Copy all lines containing the string "Aloha" from the records below.

Supplied records Block Start

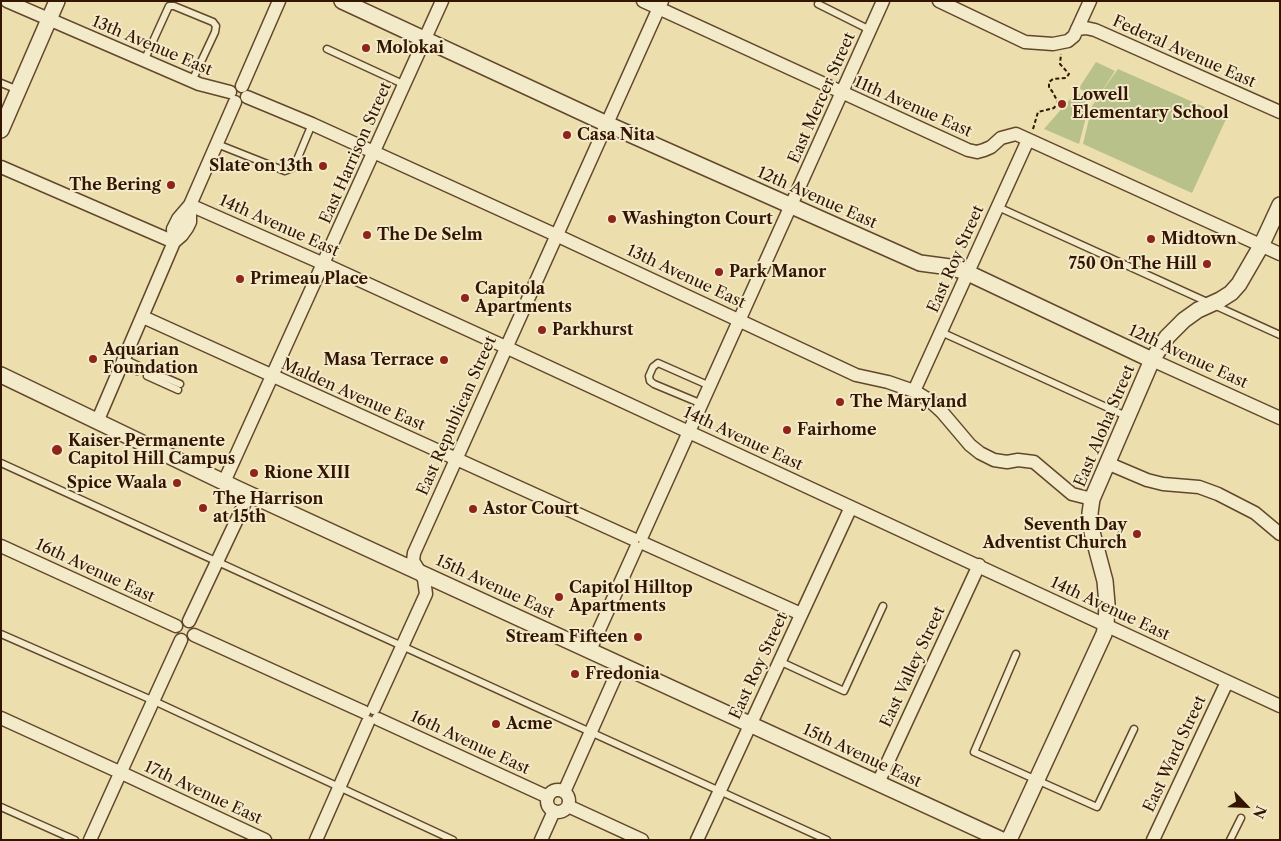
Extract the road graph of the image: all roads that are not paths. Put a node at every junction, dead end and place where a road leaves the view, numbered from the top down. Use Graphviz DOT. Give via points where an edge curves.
graph roads {
  1 [pos="7,1"];
  2 [pos="57,1"];
  3 [pos="278,1"];
  4 [pos="342,1"];
  5 [pos="442,1"];
  6 [pos="643,1"];
  7 [pos="883,1"];
  8 [pos="939,1"];
  9 [pos="1090,1"];
  10 [pos="818,4"];
  11 [pos="661,5"];
  12 [pos="49,20"];
  13 [pos="1077,29"];
  14 [pos="870,30"];
  15 [pos="425,39"];
  16 [pos="326,49"];
  17 [pos="144,61"];
  18 [pos="192,81"];
  19 [pos="1,83"];
  20 [pos="405,85"];
  21 [pos="18,90"];
  22 [pos="842,93"];
  23 [pos="238,94"];
  24 [pos="1280,112"];
  25 [pos="312,124"];
  26 [pos="607,124"];
  27 [pos="1,130"];
  28 [pos="1031,135"];
  29 [pos="217,144"];
  30 [pos="375,152"];
  31 [pos="1,167"];
  32 [pos="190,205"];
  33 [pos="1280,205"];
  34 [pos="792,206"];
  35 [pos="998,207"];
  36 [pos="556,235"];
  37 [pos="174,242"];
  38 [pos="1261,246"];
  39 [pos="1280,254"];
  40 [pos="324,264"];
  41 [pos="968,273"];
  42 [pos="1211,304"];
  43 [pos="143,318"];
  44 [pos="740,320"];
  45 [pos="941,332"];
  46 [pos="1280,336"];
  47 [pos="506,347"];
  48 [pos="1152,360"];
  49 [pos="123,362"];
  50 [pos="138,369"];
  51 [pos="148,373"];
  52 [pos="1,376"];
  53 [pos="272,377"];
  54 [pos="710,386"];
  55 [pos="179,387"];
  56 [pos="914,391"];
  57 [pos="702,404"];
  58 [pos="1128,417"];
  59 [pos="1280,418"];
  60 [pos="97,422"];
  61 [pos="689,432"];
  62 [pos="457,458"];
  63 [pos="1,463"];
  64 [pos="1107,463"];
  65 [pos="224,482"];
  66 [pos="249,494"];
  67 [pos="1092,499"];
  68 [pos="851,507"];
  69 [pos="1280,534"];
  70 [pos="639,542"];
  71 [pos="1,546"];
  72 [pos="217,560"];
  73 [pos="978,565"];
  74 [pos="420,572"];
  75 [pos="883,606"];
  76 [pos="801,614"];
  77 [pos="189,621"];
  78 [pos="1106,625"];
  79 [pos="176,626"];
  80 [pos="1,634"];
  81 [pos="194,635"];
  82 [pos="180,640"];
  83 [pos="403,646"];
  84 [pos="590,650"];
  85 [pos="1016,654"];
  86 [pos="779,661"];
  87 [pos="621,664"];
  88 [pos="1227,682"];
  89 [pos="154,701"];
  90 [pos="1280,706"];
  91 [pos="371,715"];
  92 [pos="1,718"];
  93 [pos="751,724"];
  94 [pos="1134,728"];
  95 [pos="590,733"];
  96 [pos="120,773"];
  97 [pos="1036,780"];
  98 [pos="878,783"];
  99 [pos="338,788"];
  100 [pos="720,791"];
  101 [pos="564,792"];
  102 [pos="548,797"];
  103 [pos="568,806"];
  104 [pos="1,807"];
  105 [pos="554,811"];
  106 [pos="1240,818"];
  107 [pos="74,840"];
  108 [pos="90,840"];
  109 [pos="265,840"];
  110 [pos="316,840"];
  111 [pos="453,840"];
  112 [pos="541,840"];
  113 [pos="642,840"];
  114 [pos="697,840"];
  115 [pos="827,840"];
  116 [pos="1002,840"];
  117 [pos="1009,840"];
  118 [pos="1153,840"];
  119 [pos="1230,840"];
  1 -- 12 [label="street, 13th Avenue East"];
  2 -- 12 [label="street"];
  3 -- 23 [label="street"];
  4 -- 15 [label="street, 12th Avenue East"];
  5 -- 15 [label="street, East Harrison Street"];
  6 -- 11 [label="street, 11th Avenue East"];
  7 -- 14 [label="street, East Mercer Street"];
  8 -- 13 [label="street" via="1025,42 1053,44 1068,41"];
  9 -- 13 [label="street"];
  10 -- 14 [label="lane"];
  11 -- 22 [label="street, 11th Avenue East"];
  11 -- 26 [label="street, East Republican Street"];
  12 -- 17 [label="street, 13th Avenue East"];
  12 -- 21 [label="street"];
  13 -- 24 [label="street, Federal Avenue East" via="1095,30"];
  14 -- 22 [label="street, East Mercer Street"];
  15 -- 20 [label="street, East Harrison Street"];
  15 -- 26 [label="street, 12th Avenue East"];
  16 -- 20 [label="lane"];
  17 -- 18 [label="street, 13th Avenue East"];
  17 -- 18 [label="lane" via="169,6 213,22 215,32"];
  18 -- 23 [label="street, 13th Avenue East"];
  19 -- 21 [label="lane"];
  20 -- 30 [label="street, East Harrison Street"];
  21 -- 27 [label="street"];
  22 -- 28 [label="street, 11th Avenue East" via="968,150 984,150 1008,135"];
  22 -- 34 [label="street, East Mercer Street"];
  23 -- 25 [label="street, 13th Avenue East"];
  23 -- 29 [label="street"];
  25 -- 29 [label="lane" via="294,167 285,171"];
  25 -- 30 [label="street, 13th Avenue East"];
  26 -- 34 [label="street, 12th Avenue East"];
  26 -- 36 [label="street, East Republican Street"];
  28 -- 35 [label="street, East Roy Street"];
  28 -- 38 [label="street, 11th Avenue East"];
  29 -- 32 [label="street"];
  30 -- 36 [label="street, 13th Avenue East"];
  30 -- 40 [label="street, East Harrison Street"];
  31 -- 37 [label="street"];
  32 -- 37 [label="street" via="173,229"];
  32 -- 40 [label="street, 14th Avenue East"];
  33 -- 38 [label="street, East Aloha Street"];
  34 -- 41 [label="street, 12th Avenue East" via="920,264 950,267"];
  34 -- 44 [label="street, East Mercer Street"];
  35 -- 41 [label="street, East Roy Street"];
  35 -- 42 [label="lane"];
  36 -- 44 [label="street, 13th Avenue East"];
  36 -- 47 [label="street, East Republican Street"];
  37 -- 43 [label="street"];
  38 -- 39 [label="street, 11th Avenue East"];
  38 -- 42 [label="street, East Aloha Street" via="1239,284 1231,293"];
  40 -- 47 [label="street, 14th Avenue East"];
  40 -- 53 [label="street, East Harrison Street"];
  41 -- 45 [label="street, East Roy Street"];
  41 -- 48 [label="street, 12th Avenue East"];
  42 -- 46 [label="lane"];
  42 -- 48 [label="street, East Aloha Street" via="1184,320 1167,337"];
  43 -- 49 [label="street"];
  43 -- 53 [label="street, Malden Avenue East"];
  44 -- 54 [label="street, East Mercer Street"];
  44 -- 56 [label="street, 13th Avenue East" via="856,375"];
  45 -- 56 [label="street, East Roy Street"];
  45 -- 58 [label="lane"];
  47 -- 61 [label="street, 14th Avenue East"];
  47 -- 62 [label="street, East Republican Street"];
  48 -- 58 [label="street, East Aloha Street"];
  48 -- 59 [label="street, 12th Avenue East"];
  49 -- 50 [label="lane"];
  49 -- 60 [label="street"];
  51 -- 55 [label="lane"];
  52 -- 60 [label="street, 15th Avenue East"];
  53 -- 62 [label="street, Malden Avenue East"];
  53 -- 65 [label="street, East Harrison Street"];
  54 -- 57 [label="street, East Mercer Street"];
  54 -- 57 [label="lane" via="658,363 652,368 649,376 654,384"];
  56 -- 67 [label="street, 13th Avenue East" via="942,412 980,453 994,460 1034,462 1072,494"];
  57 -- 61 [label="street, East Mercer Street"];
  58 -- 64 [label="street, East Aloha Street"];
  60 -- 65 [label="street, 15th Avenue East"];
  61 -- 68 [label="street, 14th Avenue East"];
  61 -- 70 [label="street, East Mercer Street"];
  62 -- 70 [label="street, Malden Avenue East"];
  62 -- 74 [label="street, East Republican Street" via="414,553 413,561"];
  63 -- 72 [label="lane"];
  64 -- 67 [label="street, East Aloha Street"];
  64 -- 69 [label="street" via="1147,480 1199,487 1218,494 1255,513"];
  65 -- 66 [label="street, 15th Avenue East"];
  66 -- 72 [label="street"];
  66 -- 74 [label="street, 15th Avenue East"];
  67 -- 78 [label="street, East Aloha Street" via="1092,532 1105,581"];
  68 -- 73 [label="street, 14th Avenue East"];
  68 -- 76 [label="street, East Roy Street"];
  70 -- 76 [label="street, Malden Avenue East"];
  70 -- 84 [label="street, East Mercer Street"];
  71 -- 79 [label="street, 16th Avenue East"];
  72 -- 77 [label="street"];
  72 -- 83 [label="lane"];
  73 -- 78 [label="street, 14th Avenue East"];
  73 -- 98 [label="street, East Valley Street"];
  74 -- 83 [label="street, East Republican Street" via="426,594"];
  74 -- 84 [label="street, 15th Avenue East"];
  75 -- 86 [label="lane" via="844,691"];
  76 -- 86 [label="street, East Roy Street"];
  77 -- 79 [label="street" via="183,620"];
  77 -- 81 [label="street" via="194,626"];
  78 -- 88 [label="street, 14th Avenue East"];
  78 -- 97 [label="street, East Aloha Street"];
  79 -- 82 [label="street" via="175,634"];
  80 -- 89 [label="lane"];
  81 -- 82 [label="street" via="188,640"];
  81 -- 91 [label="street, 16th Avenue East"];
  82 -- 89 [label="street"];
  83 -- 91 [label="street, East Republican Street"];
  83 -- 95 [label="lane"];
  84 -- 87 [label="street, 15th Avenue East"];
  85 -- 97 [label="lane" via="974,752"];
  86 -- 93 [label="street, East Roy Street"];
  87 -- 93 [label="street, 15th Avenue East"];
  87 -- 95 [label="street"];
  88 -- 90 [label="street, 14th Avenue East"];
  88 -- 118 [label="street, East Ward Street"];
  89 -- 96 [label="street"];
  89 -- 99 [label="lane"];
  91 -- 99 [label="street, East Republican Street"];
  91 -- 102 [label="street, 16th Avenue East"];
  92 -- 96 [label="street, 17th Avenue East"];
  93 -- 98 [label="street, 15th Avenue East"];
  93 -- 100 [label="street, East Roy Street"];
  94 -- 97 [label="lane" via="1097,807"];
  95 -- 100 [label="lane"];
  95 -- 101 [label="street"];
  96 -- 108 [label="street"];
  96 -- 109 [label="street, 17th Avenue East"];
  97 -- 117 [label="street, East Aloha Street"];
  98 -- 116 [label="street, 15th Avenue East"];
  99 -- 110 [label="street, East Republican Street"];
  99 -- 111 [label="lane"];
  100 -- 114 [label="street, East Roy Street"];
  100 -- 115 [label="lane"];
  101 -- 102 [label="street" via="555,791"];
  101 -- 103 [label="street" via="569,798"];
  102 -- 105 [label="street" via="548,805"];
  103 -- 105 [label="street" via="564,811"];
  103 -- 113 [label="street"];
  104 -- 107 [label="lane"];
  105 -- 112 [label="street"];
  106 -- 119 [label="lane"];
}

Supplied records Block End

* Exercise answer
  33 -- 38 [label="street, East Aloha Street"];
  38 -- 42 [label="street, East Aloha Street" via="1239,284 1231,293"];
  42 -- 48 [label="street, East Aloha Street" via="1184,320 1167,337"];
  48 -- 58 [label="street, East Aloha Street"];
  58 -- 64 [label="street, East Aloha Street"];
  64 -- 67 [label="street, East Aloha Street"];
  67 -- 78 [label="street, East Aloha Street" via="1092,532 1105,581"];
  78 -- 97 [label="street, East Aloha Street"];
  97 -- 117 [label="street, East Aloha Street"];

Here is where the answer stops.